Instructions to follow
A word-for-word copy of the entries is the goal; leave out the pictures.

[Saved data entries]
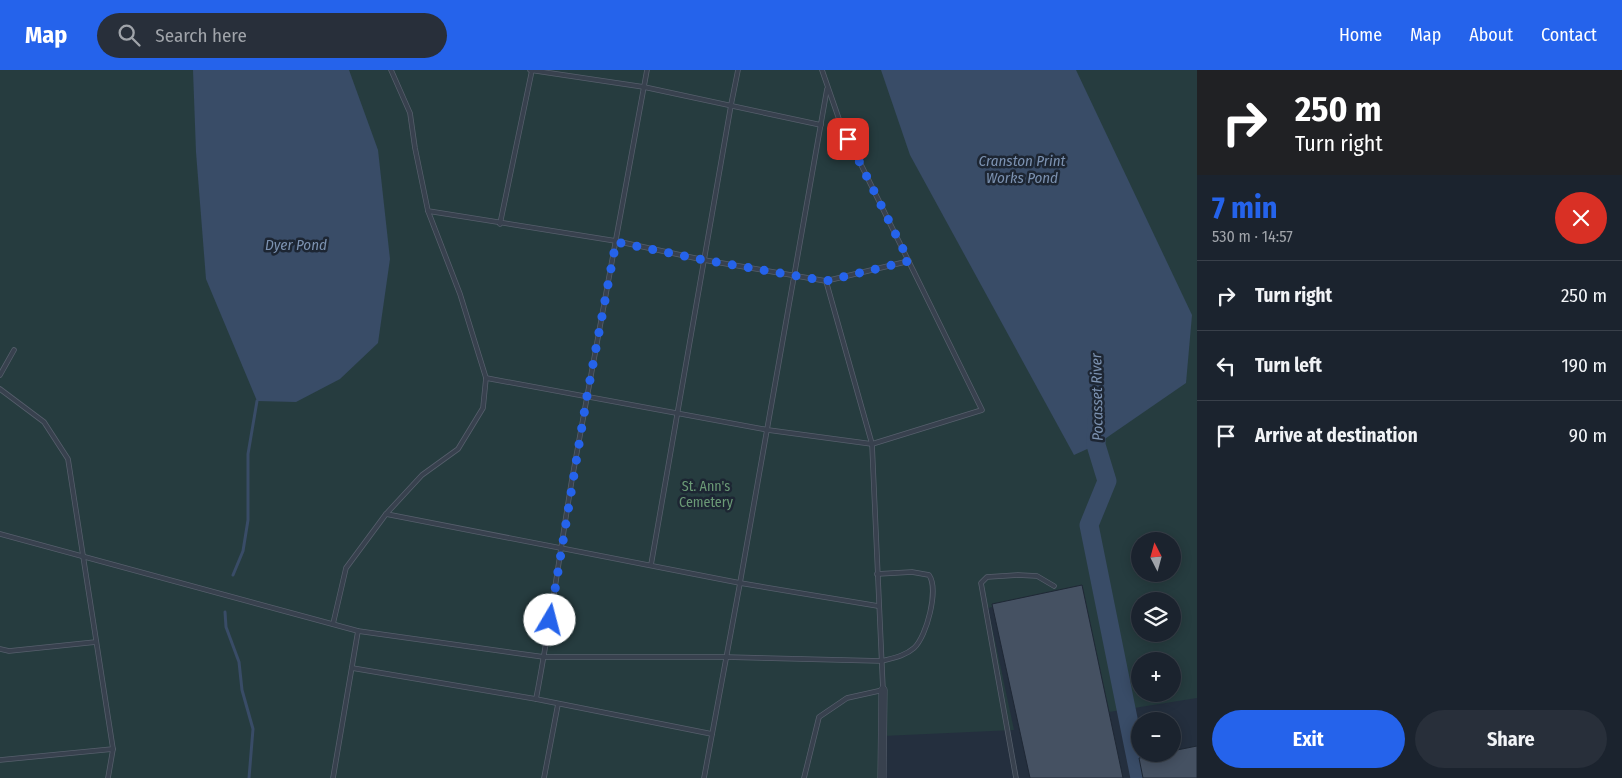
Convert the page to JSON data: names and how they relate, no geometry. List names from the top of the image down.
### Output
{
  "water": ["Cranston Print Works Pond", "Dyer Pond", "Pocasset River"],
  "parks": ["St. Ann's Cemetery"],
  "north": "top",
  "page": {
    "header": "Map",
    "search": "Search here",
    "nav": [
      "Home",
      "Map",
      "About",
      "Contact"
    ],
    "turn": ["250 m", "Turn right"],
    "heading": ["7 min", "530 m · 14:57"],
    "list": [
      {
        "name": "Turn right",
        "value": "250 m"
      },
      {
        "name": "Turn left",
        "value": "190 m"
      },
      {
        "name": "Arrive at destination",
        "value": "90 m"
      }
    ],
    "map_buttons": ["+", "−"],
    "buttons": ["Exit", "Share"]
  }
}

Answer for this exercise
Convert the page to JSON data: names and how they relate, no geometry. List names from the top of the image down.
### Output
{
  "water": ["Cranston Print Works Pond", "Dyer Pond", "Pocasset River"],
  "parks": ["St. Ann's Cemetery"],
  "north": "top",
  "page": {
    "header": "Map",
    "search": "Search here",
    "nav": [
      "Home",
      "Map",
      "About",
      "Contact"
    ],
    "turn": ["250 m", "Turn right"],
    "heading": ["7 min", "530 m · 14:57"],
    "list": [
      {
        "name": "Turn right",
        "value": "250 m"
      },
      {
        "name": "Turn left",
        "value": "190 m"
      },
      {
        "name": "Arrive at destination",
        "value": "90 m"
      }
    ],
    "map_buttons": ["+", "−"],
    "buttons": ["Exit", "Share"]
  }
}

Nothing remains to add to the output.